After spending a day riding around Pingtung City I was ready to hit the road again. With no specific destination in mind—only an intention to head in the direction of Hengchun 恆春, far to the south—I checked out of the vintage homestay I lodged at the previous night, stopped at Eske Place Coffee House for a delicious and healthy vegetarian breakfast, changed into cycling wear, and exited the city to the east. I knew almost nothing about where I was headed or what I might see on the third day of my southern Taiwan ride in 2015. I only had one stop planned in advance: a hospital in Chaozhou 潮州 rumoured to be abandoned. I didn’t know it at the time but I would spend almost the entire day riding through the historic Hakka belt of Pingtung 屏東.

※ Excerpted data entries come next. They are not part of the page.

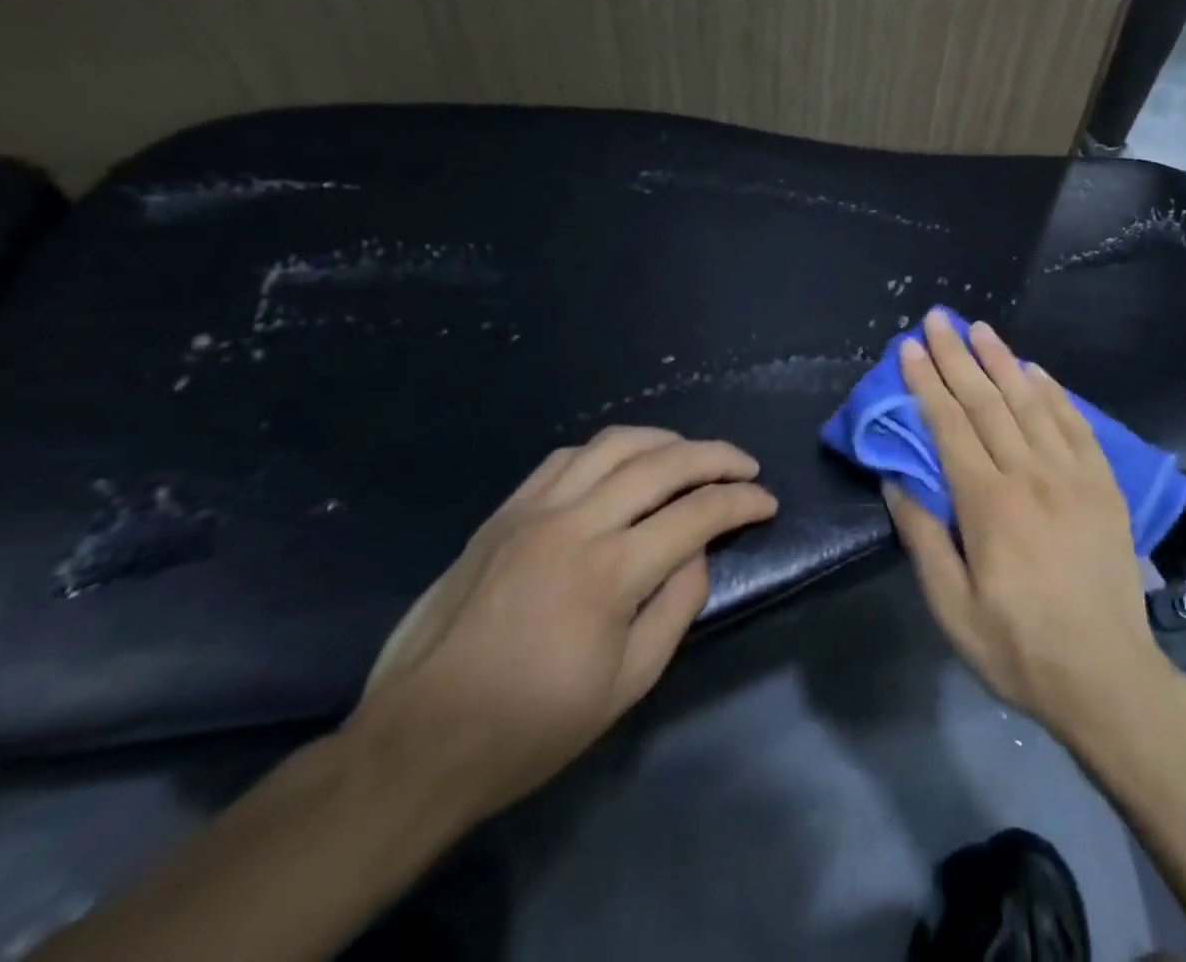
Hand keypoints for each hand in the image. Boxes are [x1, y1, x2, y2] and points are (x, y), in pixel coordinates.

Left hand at [352, 427, 776, 822]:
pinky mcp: (503, 513)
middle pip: (664, 461)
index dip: (743, 501)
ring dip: (666, 441)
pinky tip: (623, 468)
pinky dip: (609, 451)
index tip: (767, 503)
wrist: (418, 743)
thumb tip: (698, 552)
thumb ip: (678, 605)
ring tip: (691, 456)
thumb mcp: (629, 682)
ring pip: (616, 444)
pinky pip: (566, 457)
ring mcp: (534, 510)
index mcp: (611, 572)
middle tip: (746, 467)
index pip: (698, 512)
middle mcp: (576, 523)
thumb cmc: (532, 726)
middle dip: (717, 456)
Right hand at [885, 310, 1171, 739]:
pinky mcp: (1103, 483)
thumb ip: (922, 537)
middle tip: (938, 319)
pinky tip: (1036, 371)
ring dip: (1003, 361)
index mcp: (988, 503)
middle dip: (957, 356)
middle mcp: (1030, 474)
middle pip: (987, 401)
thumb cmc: (1017, 645)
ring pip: (1031, 402)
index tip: (910, 348)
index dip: (927, 382)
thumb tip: (896, 480)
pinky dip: (1054, 392)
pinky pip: (1076, 424)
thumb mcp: (951, 607)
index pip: (950, 425)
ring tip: (980, 328)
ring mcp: (1072, 474)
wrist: (1105, 675)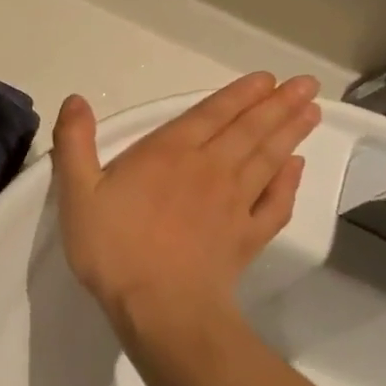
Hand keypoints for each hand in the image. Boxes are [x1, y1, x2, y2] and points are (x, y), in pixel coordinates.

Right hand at [52, 73, 321, 341]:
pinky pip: (275, 203)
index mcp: (168, 154)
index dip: (238, 95)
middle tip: (305, 85)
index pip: (209, 115)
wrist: (160, 306)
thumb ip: (74, 143)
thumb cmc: (114, 248)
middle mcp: (209, 169)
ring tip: (311, 111)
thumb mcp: (77, 193)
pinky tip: (297, 168)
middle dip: (276, 105)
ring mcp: (233, 204)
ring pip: (268, 159)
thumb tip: (76, 99)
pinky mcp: (247, 236)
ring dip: (289, 133)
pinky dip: (289, 183)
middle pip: (248, 130)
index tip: (266, 79)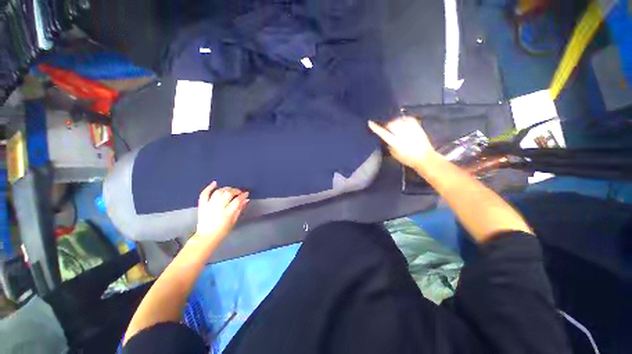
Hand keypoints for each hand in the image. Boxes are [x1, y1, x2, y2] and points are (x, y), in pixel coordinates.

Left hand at [193, 182, 248, 240]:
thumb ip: (240, 209)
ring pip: (218, 192)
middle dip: (235, 191)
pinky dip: (209, 187)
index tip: (246, 193)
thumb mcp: (234, 220)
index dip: (243, 195)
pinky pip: (204, 194)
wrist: (207, 236)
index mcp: (228, 213)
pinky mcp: (202, 205)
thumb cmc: (223, 230)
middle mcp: (218, 207)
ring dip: (226, 189)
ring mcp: (209, 205)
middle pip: (228, 194)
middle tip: (239, 192)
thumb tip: (246, 200)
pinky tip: (215, 183)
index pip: (237, 200)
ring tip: (230, 190)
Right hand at [368, 117, 436, 168]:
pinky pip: (408, 119)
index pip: (383, 133)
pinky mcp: (417, 127)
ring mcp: (410, 129)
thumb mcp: (394, 154)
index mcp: (395, 142)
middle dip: (387, 125)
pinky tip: (403, 122)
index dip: (376, 128)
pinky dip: (404, 119)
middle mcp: (402, 134)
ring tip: (395, 126)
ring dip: (395, 122)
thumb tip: (386, 138)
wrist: (425, 158)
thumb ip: (389, 145)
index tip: (370, 122)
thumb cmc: (407, 158)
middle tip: (387, 128)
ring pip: (399, 120)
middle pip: (391, 124)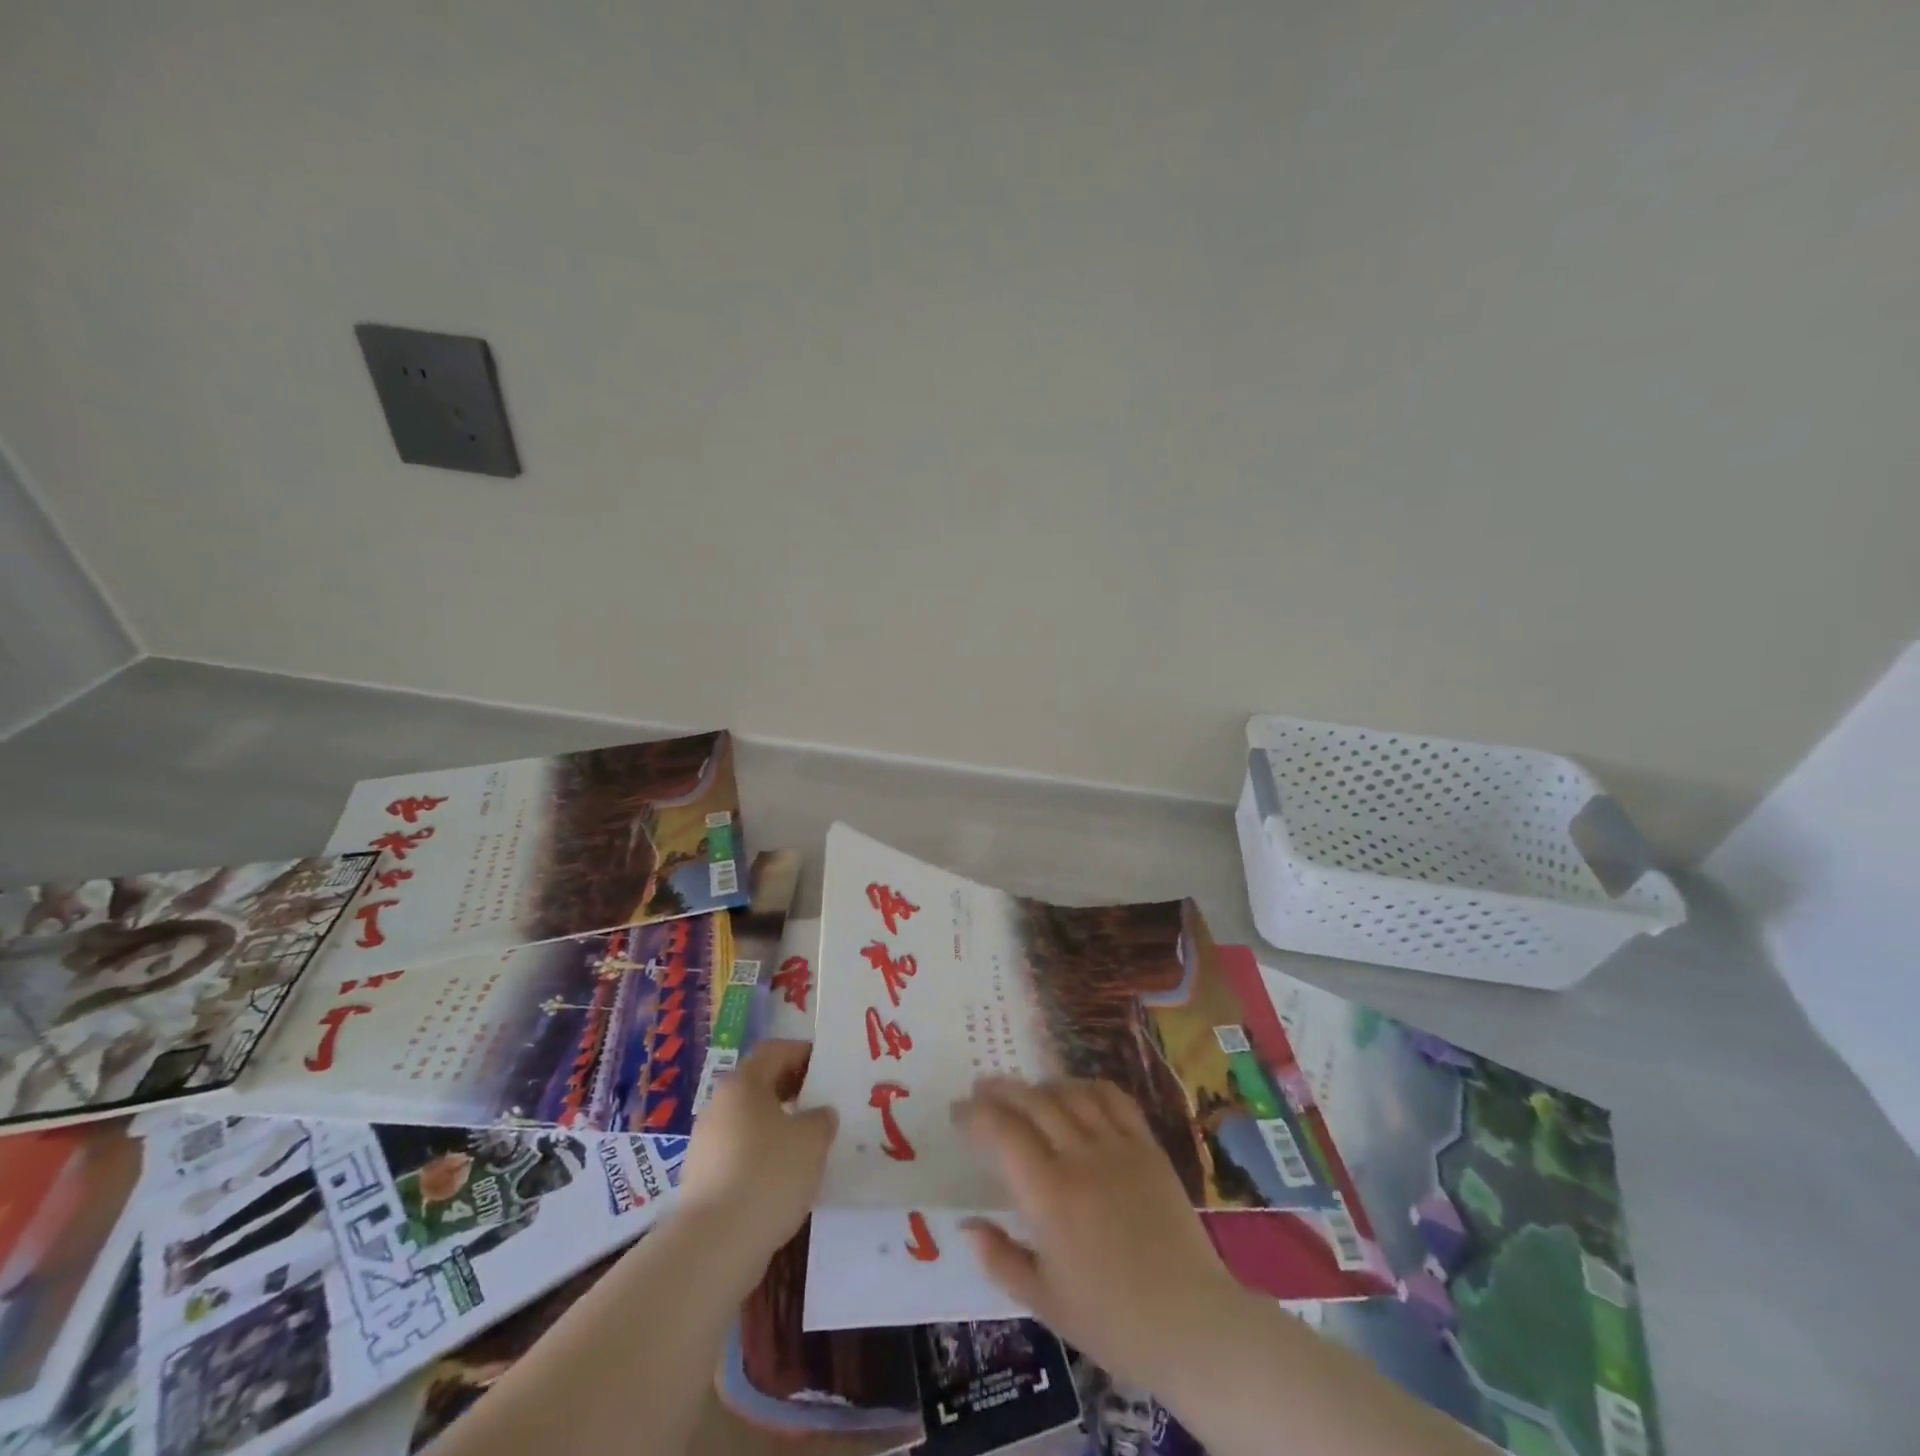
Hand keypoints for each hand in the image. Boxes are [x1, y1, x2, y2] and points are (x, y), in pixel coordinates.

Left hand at [678, 1039, 836, 1272]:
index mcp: (743, 1083)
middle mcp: (719, 1105)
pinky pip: (740, 1153)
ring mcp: (706, 1142)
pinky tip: (784, 1178)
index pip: (775, 1051)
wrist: (715, 1244)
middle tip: (824, 1104)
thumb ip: (821, 1118)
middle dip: (794, 1090)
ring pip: (751, 1121)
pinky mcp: (703, 1178)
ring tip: (809, 1144)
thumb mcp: (812, 1139)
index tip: (829, 1067)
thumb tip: (819, 1115)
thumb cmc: (768, 1173)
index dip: (803, 1053)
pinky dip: (763, 1156)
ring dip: (779, 1125)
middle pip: (761, 1084)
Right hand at [954, 1076, 1248, 1388]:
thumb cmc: (1111, 1321)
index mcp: (1049, 1195)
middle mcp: (1080, 1157)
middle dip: (1001, 1089)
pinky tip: (1075, 1091)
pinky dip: (1088, 1086)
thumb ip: (999, 1258)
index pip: (1002, 1132)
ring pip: (1071, 1094)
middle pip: (1033, 1102)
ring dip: (1040, 1084)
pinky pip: (1114, 1099)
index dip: (975, 1115)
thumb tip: (966, 1225)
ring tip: (1024, 1090)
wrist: (1191, 1322)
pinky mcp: (1148, 1146)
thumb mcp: (1043, 1301)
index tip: (958, 1112)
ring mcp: (1118, 1147)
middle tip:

I noticed this old-fashioned western-style mansion on the outskirts of Chaozhou 潮州 in Pingtung 屏東 while cycling through the deep south of Taiwan in 2015. In a sea of ugly metal shacks and bland concrete apartment blocks it is a rare pleasure to encounter a building like this one. I also enjoy the challenge of trying to learn something of the history of such places. Usually with some knowledge of the local area and the family name on the facade I can piece something together from blogs and government records—but this time I’m stumped, and I’m not the only one. Just about all that is known for certain is the name, Liu House 劉厝, which came up in some real estate records. Based on my growing familiarity with Japanese colonial era architecture I would guess this mansion dates back to the 1930s or so.
While I was out riding in southern Taiwan last year I chanced upon an abandoned church by the roadside in a small village outside of Chaozhou 潮州, Pingtung 屏東. I only spent about ten minutes there and didn’t shoot many photos but have since realized that the story to tell is interesting enough to devote a full post to it. The formal name of this place is Jiukuaicuo Catholic Church 九塊厝天主堂, though this is commonly prefixed with Chaozhou to distinguish it from the many other villages with the same name in Taiwan. Details are scant but I should be able to provide a broad overview of how this church came to be here—and why it was left to the elements.
While cycling through Xinpi 新埤, an otherwise ordinary expanse of rural Pingtung 屏東, I was surprised to see a sign indicating that there was a “fort” somewhere in the area. I cut loose from the main road I was following and went to go investigate. After following a bend in the river just outside a small settlement I found it: a Japanese anti-aircraft fortification dating back to the late 1930s or early 1940s. I haven’t found a formal name for this fortification so I’m going to call it the Xinpi Machine Gun Tower 新埤反空降機槍碉堡 until I hear of something better.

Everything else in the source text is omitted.